ROS 2 workspace for the CMU 16-663 F1TENTH Autonomous Racing course.

Labs

Lab 2 — Automatic Emergency Braking

Safety node that computes Instantaneous Time to Collision (iTTC) from LiDAR scans and automatically brakes the car before impact. Introduces ROS 2 message types (LaserScan, Odometry, AckermannDriveStamped).

Lab 3 — Wall Following

PID controller that keeps the car a fixed distance from the right wall by computing distance and angle from two LiDAR beams and feeding the error into a proportional-integral-derivative loop.

Lab 4 — Follow the Gap

Reactive obstacle avoidance using two algorithms. Follow the Gap finds the nearest obstacle, zeros out a safety bubble around it, locates the widest free gap, and steers toward its center. Disparity Extender extends the edges of depth disparities in the LiDAR scan to account for car width, then steers toward the furthest point in the largest gap.

Lab 5 — SLAM and Pure Pursuit

End-to-end autonomous lapping: build a map with slam_toolbox, localize with a particle filter, record waypoints, and track them using the Pure Pursuit geometric path-tracking algorithm.

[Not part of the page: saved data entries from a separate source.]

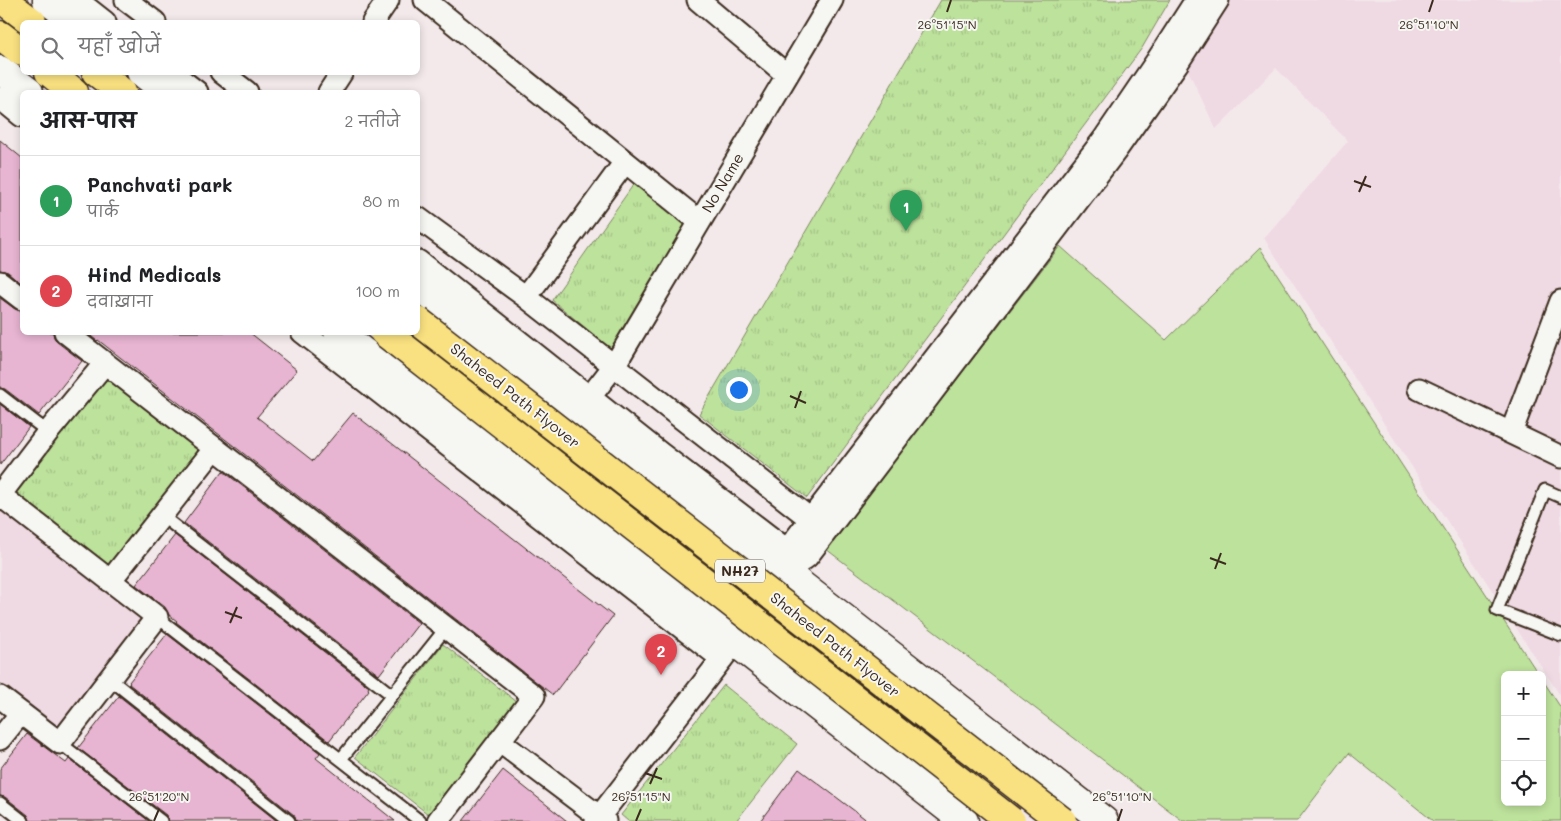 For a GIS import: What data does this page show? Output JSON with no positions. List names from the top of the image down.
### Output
{
  "streets": {
    "highway": ["Shaheed Path Flyover", "NH27"],
    "street": ["No Name"]
  },
  "page": {
    "search": "यहाँ खोजें",
    "heading": ["आस-पास", "2 नतीजे"],
    "list": [
      {
        "mark": "1",
        "name": "Panchvati park",
        "note": "पार्क",
        "value": "80 m"
      },
      {
        "mark": "2",
        "name": "Hind Medicals",
        "note": "दवाख़ाना",
        "value": "100 m"
      }
    ],
    "pins": ["1", "2"],
    "map_buttons": ["+", "−"]
  },
  "coordinates": ["26°51'10\"N", "26°51'15\"N", "26°51'20\"N"]
}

Lab 6 — Motion Planning (RRT / RRT*)

Sampling-based local motion planning for real-time obstacle avoidance on a race track. RRT builds a tree by randomly sampling the free space and connecting samples to the nearest node. RRT* extends this with rewiring: after each new node is added, nearby nodes are reconnected through it if doing so lowers their path cost, asymptotically converging to the optimal path. Both planners operate in an occupancy grid and replan each timestep within a window around the car.

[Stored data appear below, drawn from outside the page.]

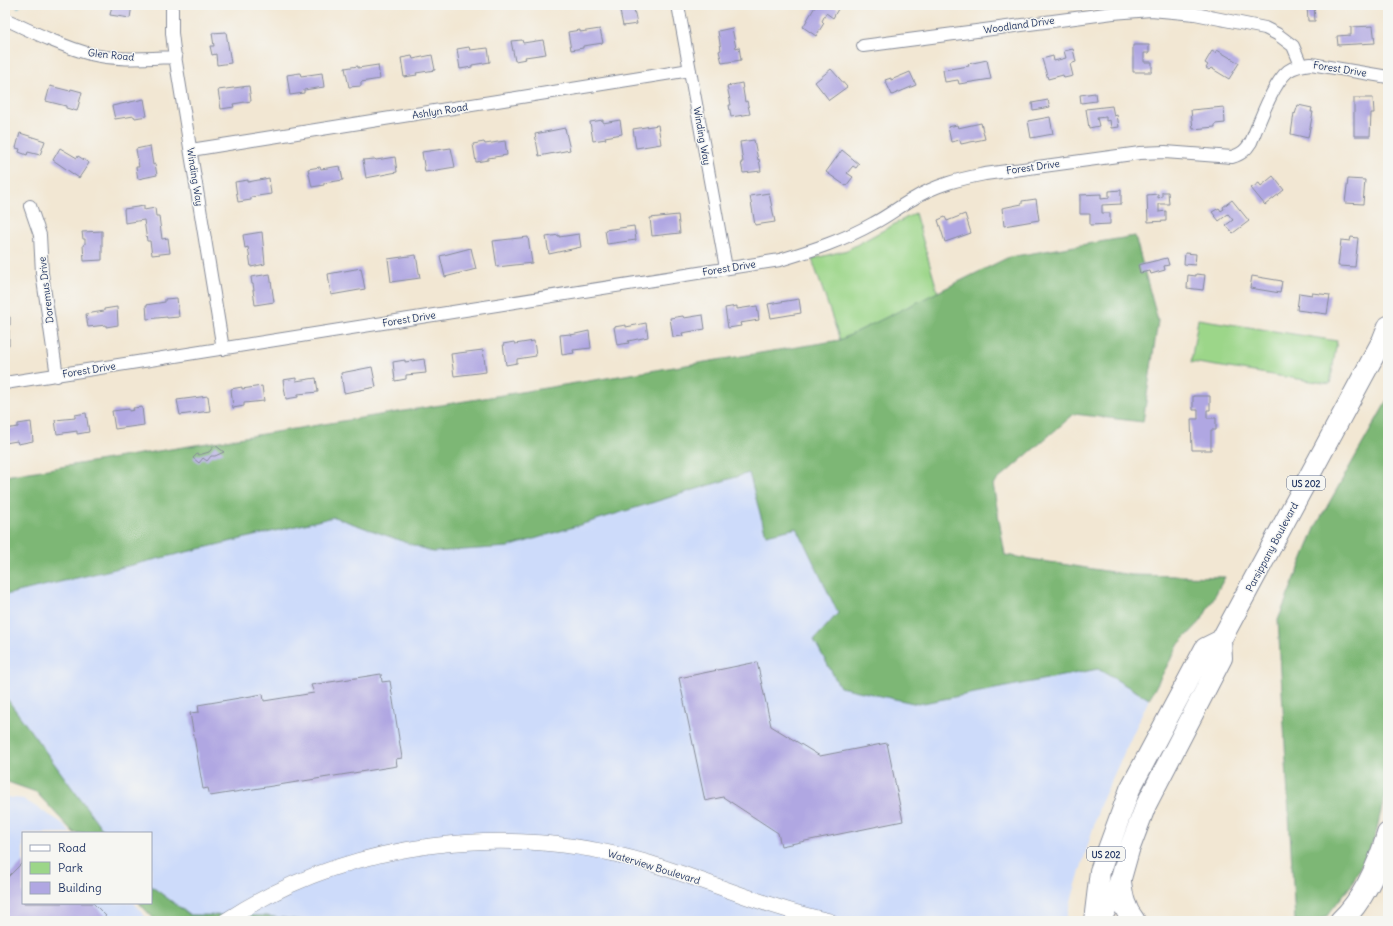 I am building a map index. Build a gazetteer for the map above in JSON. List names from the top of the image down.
{
  "streets": {
    "main road": ["US 202", "Parsippany Boulevard"],
    "street": [
      "Woodland Drive",
      "Glen Road",
      "Forest Drive",
      "Ashlyn Road",
      "Winding Way",
      "Doremus Drive",
      "Waterview Boulevard"
    ]
  },
  "crossings": [
    ["Woodland Drive", "Forest Drive"],
    ["Glen Road", "Winding Way"],
    ["Forest Drive", "Winding Way"],
    ["Forest Drive", "Doremus Drive"],
    ["Ashlyn Road", "Winding Way"],
    ["US 202", "Parsippany Boulevard"]
  ],
  "legend": ["Road", "Park", "Building"]
}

Lab 7 — Model Predictive Control

MPC controller that linearizes and discretizes a kinematic bicycle model, then solves a convex QP over a receding horizon to follow a reference trajectory while respecting actuator limits.

Lab 8 — Vision

Camera pipeline on Jetson: access a Realsense camera via v4l2, perform intrinsic calibration with OpenCV, estimate ground-plane distances from pixel coordinates, then train and deploy an object detector with TensorRT.

Build

source /opt/ros/humble/setup.bash
rosdep install -i --from-path src --rosdistro humble -y
colcon build
source install/local_setup.bash

Run

# Simulator + RViz (run first in all labs)
ros2 launch f1tenth_gym_ros gym_bridge_launch.py

# Lab 2 — Automatic Emergency Braking
ros2 run safety_node safety_node.py

# Lab 3 — Wall Following
ros2 run wall_follow wall_follow_node.py

# Lab 4 — Follow the Gap / Disparity Extender
ros2 run gap_follow reactive_node.py
ros2 run gap_follow reactive_node_extender.py
ros2 run gap_follow reactive_node_ttc.py

# Lab 5 — Pure Pursuit
ros2 run pure_pursuit log_waypoints.py      # record waypoints first
ros2 run pure_pursuit pure_pursuit_node.py

# Lab 6 — RRT / RRT*
ros2 run lab6_pkg rrt_node.py
ros2 run lab6_pkg rrt_star_node.py
ros2 run lab6_pkg rrt_star_gate_node.py

# Lab 7 — MPC (template, not implemented)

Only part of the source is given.